** WORK ORDER **
Your task is to return the listing below word for word, without any of its images.
* * *
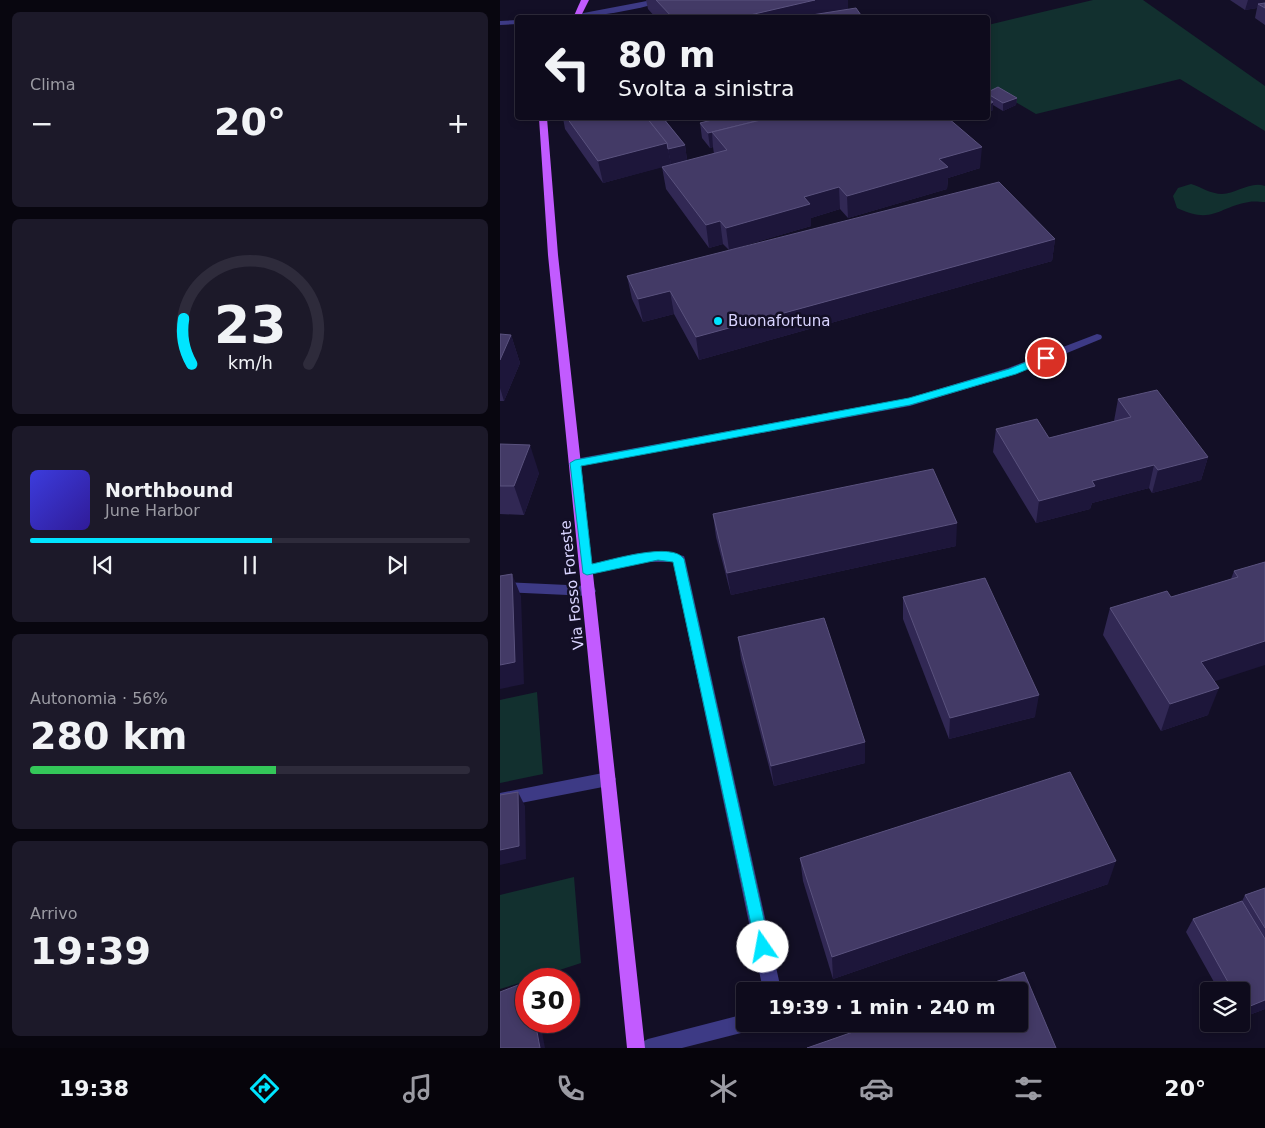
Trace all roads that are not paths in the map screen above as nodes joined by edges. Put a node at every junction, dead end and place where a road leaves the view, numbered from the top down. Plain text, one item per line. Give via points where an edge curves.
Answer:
1 (585, 0) edge
2 (662, 0) edge
3 (577, 15) edge
4 (587, 15) edge
5 (515, 22) edge
6 (500, 24) edge
7 (544, 120) edge
8 (1097, 337) dead end
9 (575, 463) junction
10 (587, 570) junction
11 (500, 587) edge
12 (589, 591) junction
13 (608, 779) junction
14 (500, 800) edge
15 (770, 982) edge
16 (736, 1025) edge
17 (636, 1048) edge
18 (648, 1048) edge

1 - 3 main road
2 - 4 street
5 - 6 street
7 - 9 main road, Via Fosso Foreste via 553,255
8 - 9 street via 1012,371 910,402
9 - 10 main road, Via Fosso Foreste
10 - 12 main road, Via Fosso Foreste
10 - 15 street via 658,555 679,559
11 - 12 street
12 - 13 main road, Via Fosso Foreste
13 - 14 street
13 - 17 main road, Via Fosso Foreste
16 - 18 street

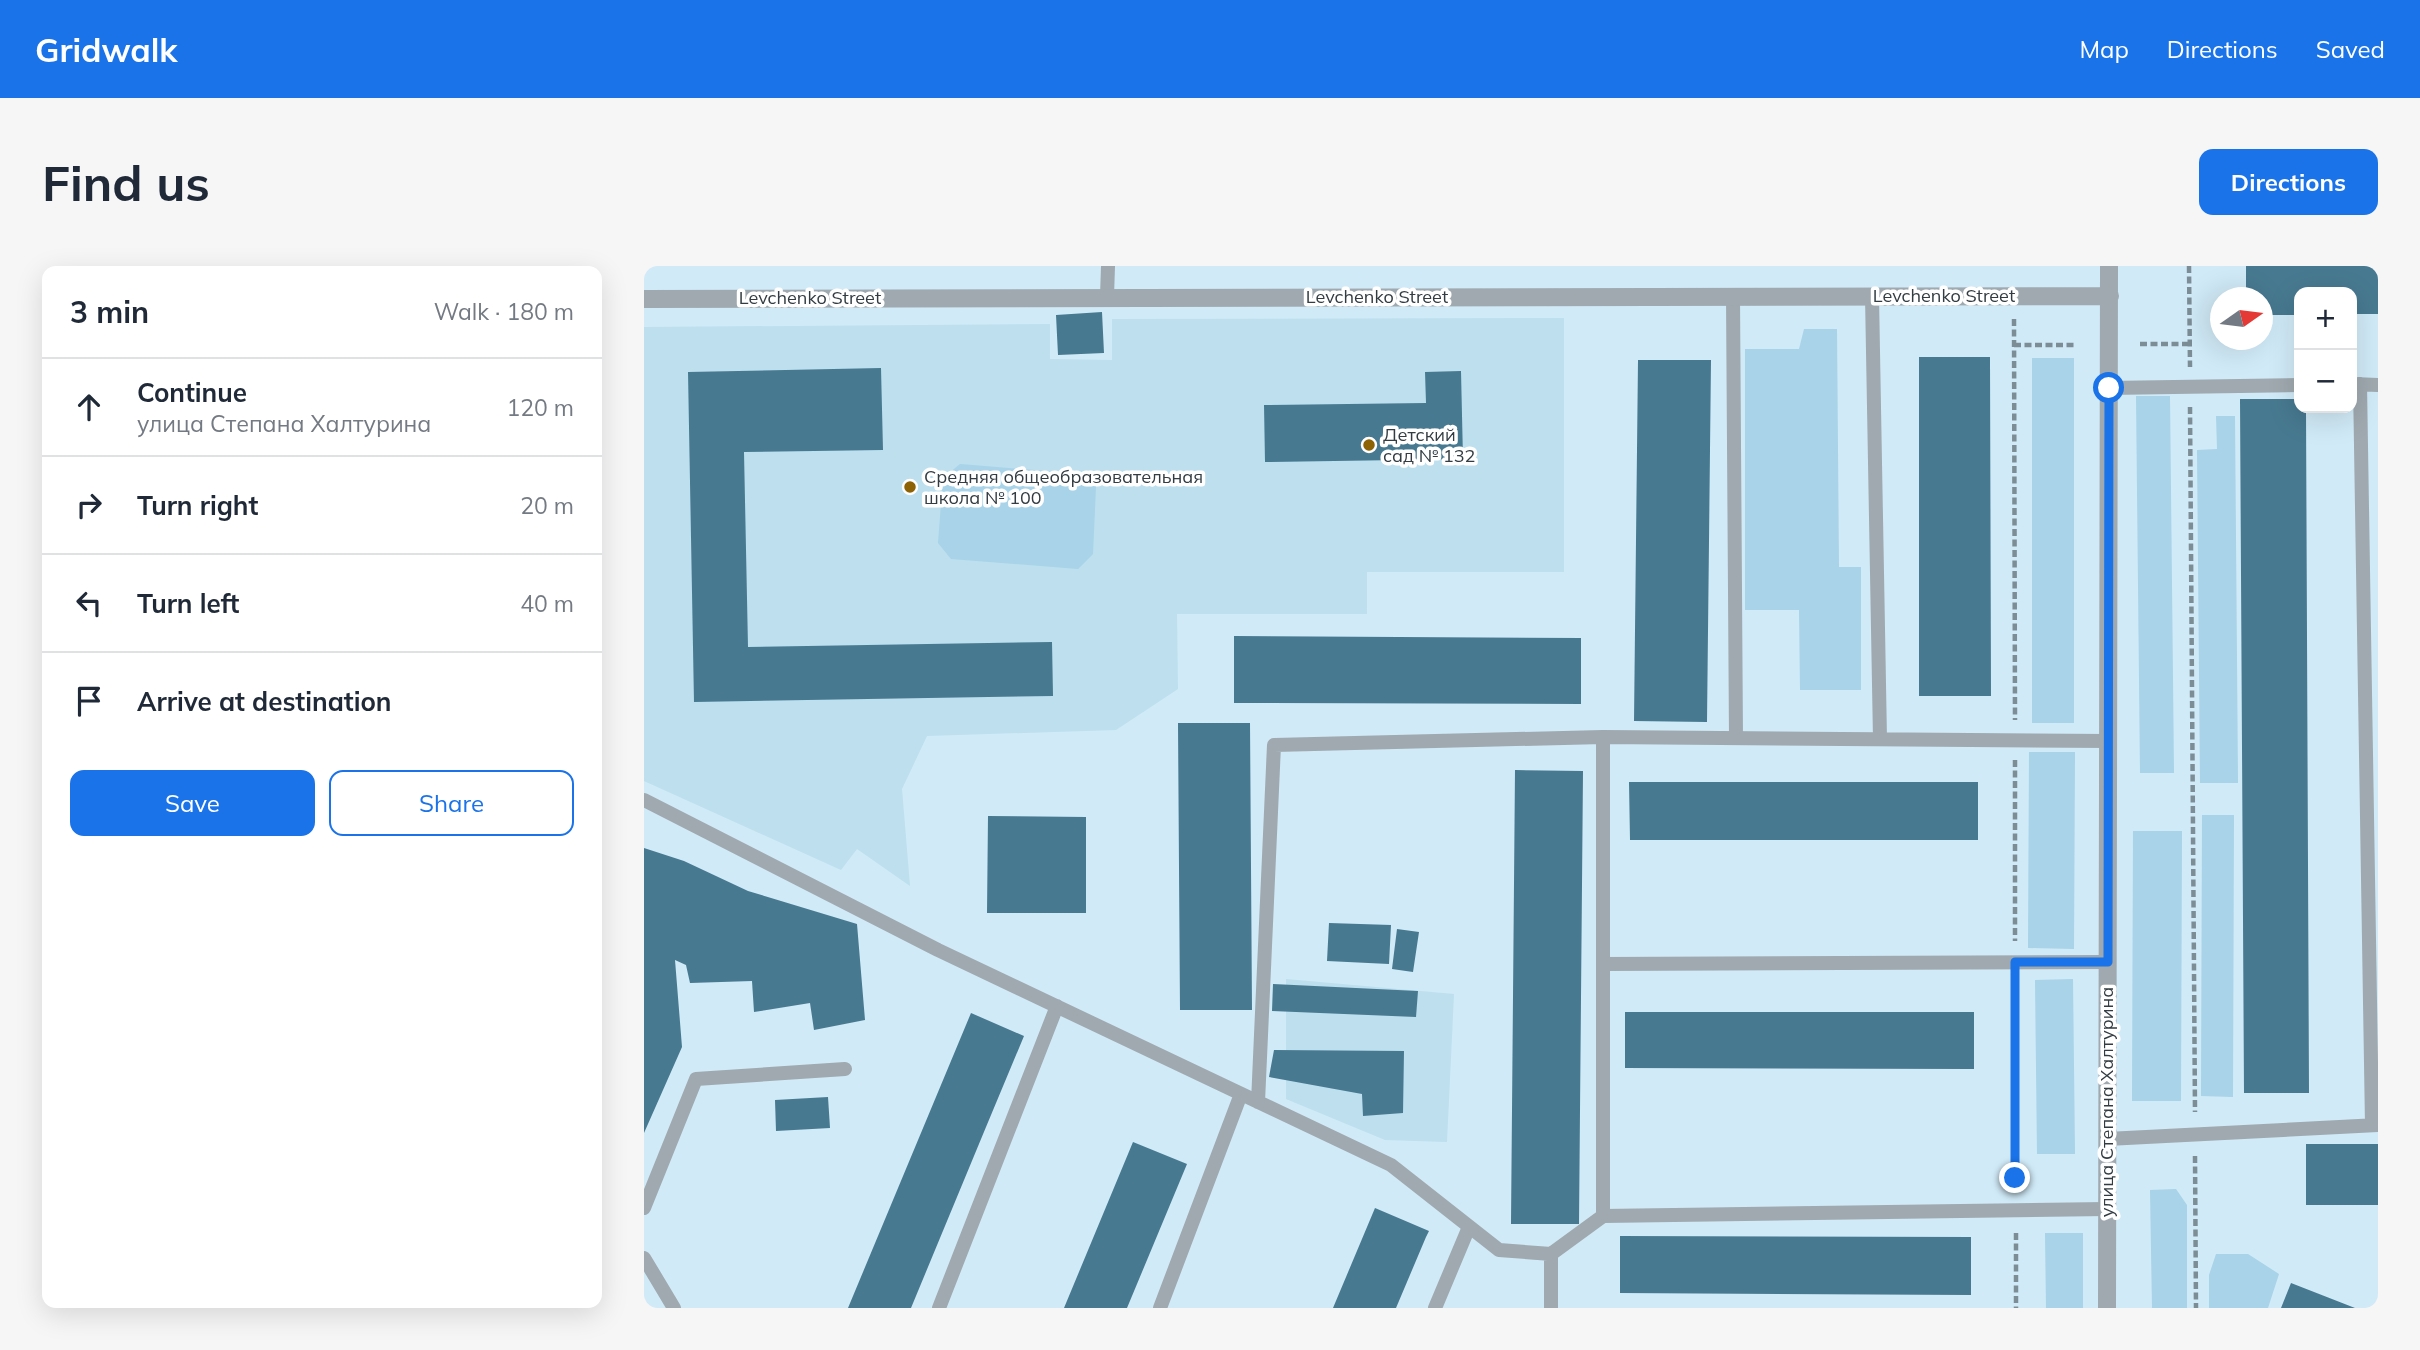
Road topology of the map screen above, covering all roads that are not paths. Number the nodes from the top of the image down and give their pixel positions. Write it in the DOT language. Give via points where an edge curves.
graph roads {
  1 [pos="1108,266"];
  2 [pos="2109,266"];
  3 [pos="1733,296"];
  4 [pos="1872,296"];
  5 [pos="2110,296"];
  6 [pos="1107,297"];
  7 [pos="644,299"];
  8 [pos="2357,384"];
  9 [pos="2294,385"];
  10 [pos="2378,385"];
  11 [pos="2109,388"];
  12 [pos="2357,413"];
  13 [pos="1603,737"];
  14 [pos="1735,738"];
  15 [pos="1880,739"];
  16 [pos="2108,741"];
  17 [pos="644,800"];
  18 [pos="2108,962"];
  19 [pos="1603,964"];
  20 [pos="1057,1006"];
  21 [pos="845,1069"];
  22 [pos="1241,1094"];
  23 [pos="1258,1102"];
  24 [pos="2375,1125"];
  25 [pos="2107,1139"];
  26 [pos="644,1208"];
  27 [pos="2107,1209"];
  28 [pos="1603,1216"];
  29 [pos="1469,1227"];
  30 [pos="1551,1254"];
  31 [pos="644,1258"];
  32 [pos="674,1308"];
  33 [pos="939,1308"];
  34 [pos="1160,1308"];
  35 [pos="1435,1308"];
  36 [pos="1551,1308"];
  37 [pos="2106,1308"];
  1 -- 6 [label="lane"];
  2 -- 5 [label="street, улица Степана Халтурина"];
  3 -- 4 [label="street, Levchenko Street"];
  3 -- 6 [label="street, Levchenko Street"];
  3 -- 14 [label="lane"];
  4 -- 5 [label="street, Levchenko Street"];
  4 -- 15 [label="lane"];
  5 -- 11 [label="street, улица Степана Халтурина"];
  6 -- 7 [label="street, Levchenko Street"];
  8 -- 10 [label="lane"];
  9 -- 11 [label="lane"];
  11 -- 16 [label="street, улица Степана Халтурина"];
  12 -- 24 [label="lane"];
  13 -- 14 [label="lane"];
  13 -- 19 [label="lane"];
  13 -- 23 [label="lane" via="1274,745"];
  14 -- 15 [label="lane"];
  15 -- 16 [label="lane"];
  16 -- 18 [label="street, улица Степана Халтурина"];
  17 -- 20 [label="lane"];
  18 -- 19 [label="lane"];
  18 -- 25 [label="street, улица Степана Халтурина"];
  19 -- 28 [label="lane"];
  20 -- 22 [label="lane"];
  20 -- 33 [label="lane"];
  21 -- 26 [label="lane" via="696,1079"];
  22 -- 23 [label="lane"];
  22 -- 34 [label="lane"];
  23 -- 29 [label="lane" via="1391,1165"];
  24 -- 25 [label="lane"];
  25 -- 27 [label="street, улица Степана Халтурина"];
  27 -- 28 [label="lane"];
  27 -- 37 [label="street, улица Степана Халтурина"];
  28 -- 30 [label="lane"];
  29 -- 30 [label="lane" via="1499,1250"];
  29 -- 35 [label="lane"];
  30 -- 36 [label="lane"];
  31 -- 32 [label="lane"];
}
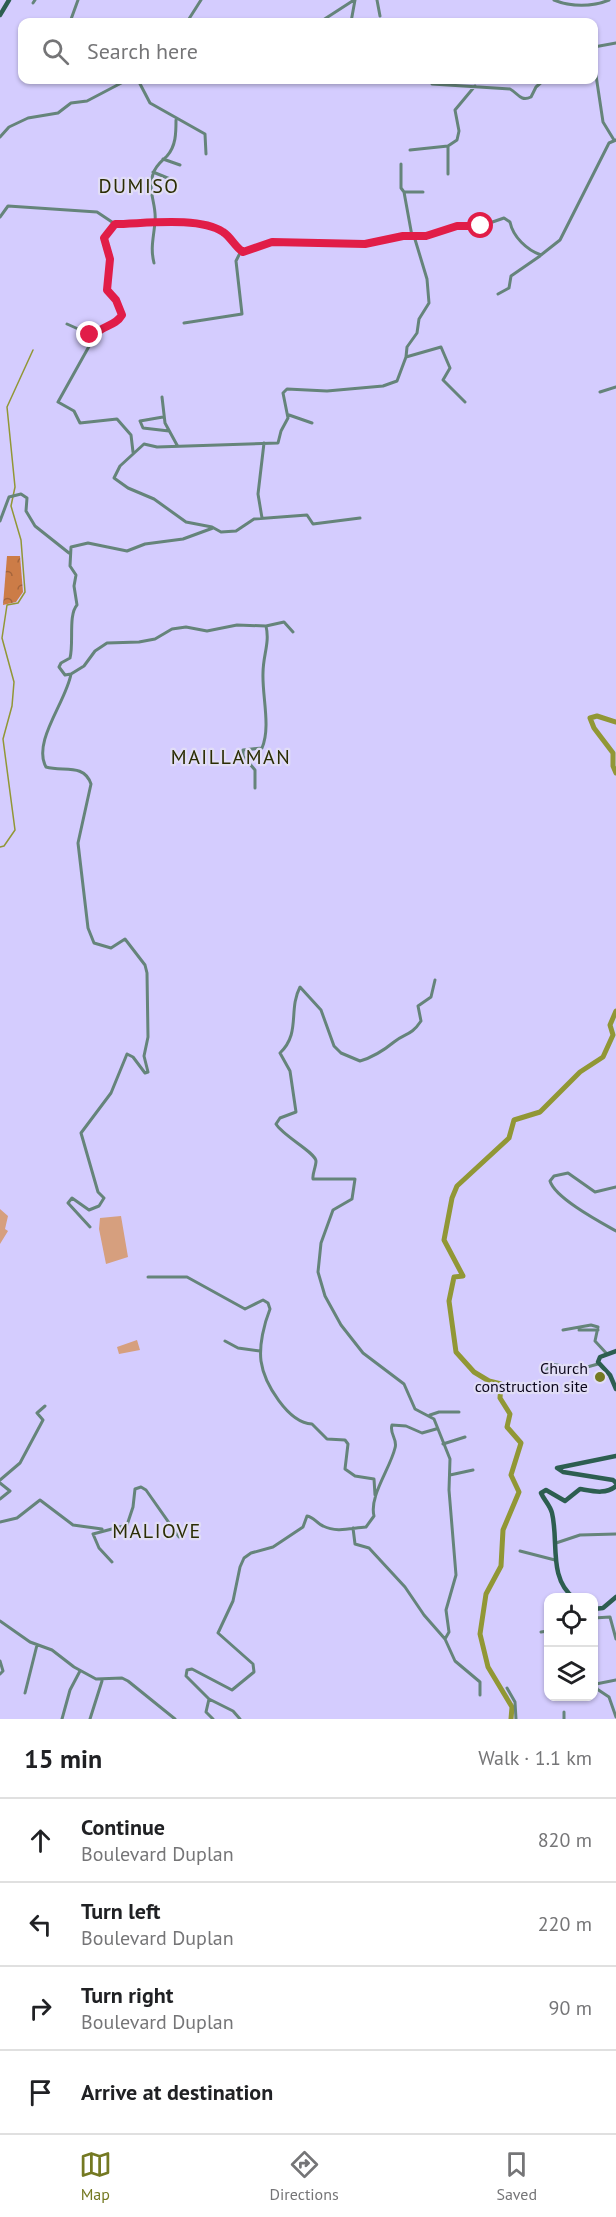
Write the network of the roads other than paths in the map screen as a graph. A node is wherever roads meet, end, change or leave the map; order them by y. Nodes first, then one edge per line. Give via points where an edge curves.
* * *
** RESPONSE TO THIS TASK **
Trace all roads that are not paths in the map screen above as nodes joined by edges. Put a node at every junction, dead end and place where a road leaves the view, numbered from the top down. Plain text, one item per line. Give via points where an edge curves.
Answer:
1 (585, 0) edge
2 (662, 0) edge
3 (577, 15) edge
4 (587, 15) edge
5 (515, 22) edge
6 (500, 24) edge
7 (544, 120) edge
8 (1097, 337) dead end
9 (575, 463) junction
10 (587, 570) junction
11 (500, 587) edge
12 (589, 591) junction
13 (608, 779) junction
14 (500, 800) edge
15 (770, 982) edge
16 (736, 1025) edge
17 (636, 1048) edge
18 (648, 1048) edge

1 - 3 main road
2 - 4 street
5 - 6 street
7 - 9 main road, Via Fosso Foreste via 553,255
8 - 9 street via 1012,371 910,402
9 - 10 main road, Via Fosso Foreste
10 - 12 main road, Via Fosso Foreste
10 - 15 street via 658,555 679,559
11 - 12 street
12 - 13 main road, Via Fosso Foreste
13 - 14 street
13 - 17 main road, Via Fosso Foreste
16 - 18 street

Road topology of the map screen above, covering all roads that are not paths. Number the nodes from the top of the image down and give their pixel positions. Write it in the DOT language. Give via points where an edge curves.
graph roads {
  1 [pos="1108,266"];
  2 [pos="2109,266"];
  3 [pos="1733,296"];
  4 [pos="1872,296"];
  5 [pos="2110,296"];
  6 [pos="1107,297"];
  7 [pos="644,299"];
  8 [pos="2357,384"];
  9 [pos="2294,385"];
  10 [pos="2378,385"];
  11 [pos="2109,388"];
  12 [pos="2357,413"];
  13 [pos="1603,737"];
  14 [pos="1735,738"];
  15 [pos="1880,739"];
  16 [pos="2108,741"];
  17 [pos="644,800"];
  18 [pos="2108,962"];
  19 [pos="1603,964"];
  20 [pos="1057,1006"];
  21 [pos="845,1069"];
  22 [pos="1241,1094"];
  23 [pos="1258,1102"];
  24 [pos="2375,1125"];
  25 [pos="2107,1139"];
  26 [pos="644,1208"];
  27 [pos="2107,1209"];
  28 [pos="1603,1216"];
  29 [pos="1469,1227"];
  30 [pos="1551,1254"];
  31 [pos="644,1258"];
  32 [pos="674,1308"];
  33 [pos="939,1308"];
  34 [pos="1160,1308"];
  35 [pos="1435,1308"];
  36 [pos="1551,1308"];
  37 [pos="2106,1308"];
  1 -- 6 [label="lane"];
  2 -- 5 [label="street, улица Степана Халтурина"];
  3 -- 4 [label="street, Levchenko Street"];
  3 -- 6 [label="street, Levchenko Street"];
  3 -- 14 [label="lane"];
  4 -- 5 [label="street, Levchenko Street"];
  4 -- 15 [label="lane"];
  5 -- 11 [label="street, улица Степана Халтурина"];
  6 -- 7 [label="street, Levchenko Street"];
  8 -- 10 [label="lane"];
  9 -- 11 [label="lane"];
  11 -- 16 [label="street, улица Степана Халтурина"];
  12 -- 24 [label="lane"];
  13 -- 14 [label="lane"];
  13 -- 19 [label="lane"];
  13 -- 23 [label="lane" via="1274,745"];
  14 -- 15 [label="lane"];
  15 -- 16 [label="lane"];
  16 -- 18 [label="street, улица Степана Халтурина"];
  17 -- 20 [label="lane"];
  18 -- 19 [label="lane"];
  18 -- 25 [label="street, улица Степана Халтурина"];
  19 -- 28 [label="lane"];
  20 -- 22 [label="lane"];
  20 -- 33 [label="lane"];
  21 -- 26 [label="lane" via="696,1079"];
  22 -- 23 [label="lane"];
  22 -- 34 [label="lane"];
  23 -- 29 [label="lane" via="1391,1165"];
  24 -- 25 [label="lane"];
  25 -- 27 [label="street, улица Степана Халтурина"];
  27 -- 28 [label="lane"];
  27 -- 37 [label="street, улица Степана Халтурина"];
  28 -- 30 [label="lane"];
  29 -- 30 [label="lane" via="1499,1250"];
  29 -- 35 [label="lane"];
  30 -- 36 [label="lane"];
  31 -- 32 [label="lane"];
}
Write the network of the roads other than paths in the map screen as a graph. A node is wherever roads meet, end, change or leave the map; order them by y. Nodes first, then one edge per line. Give via points where an edge curves.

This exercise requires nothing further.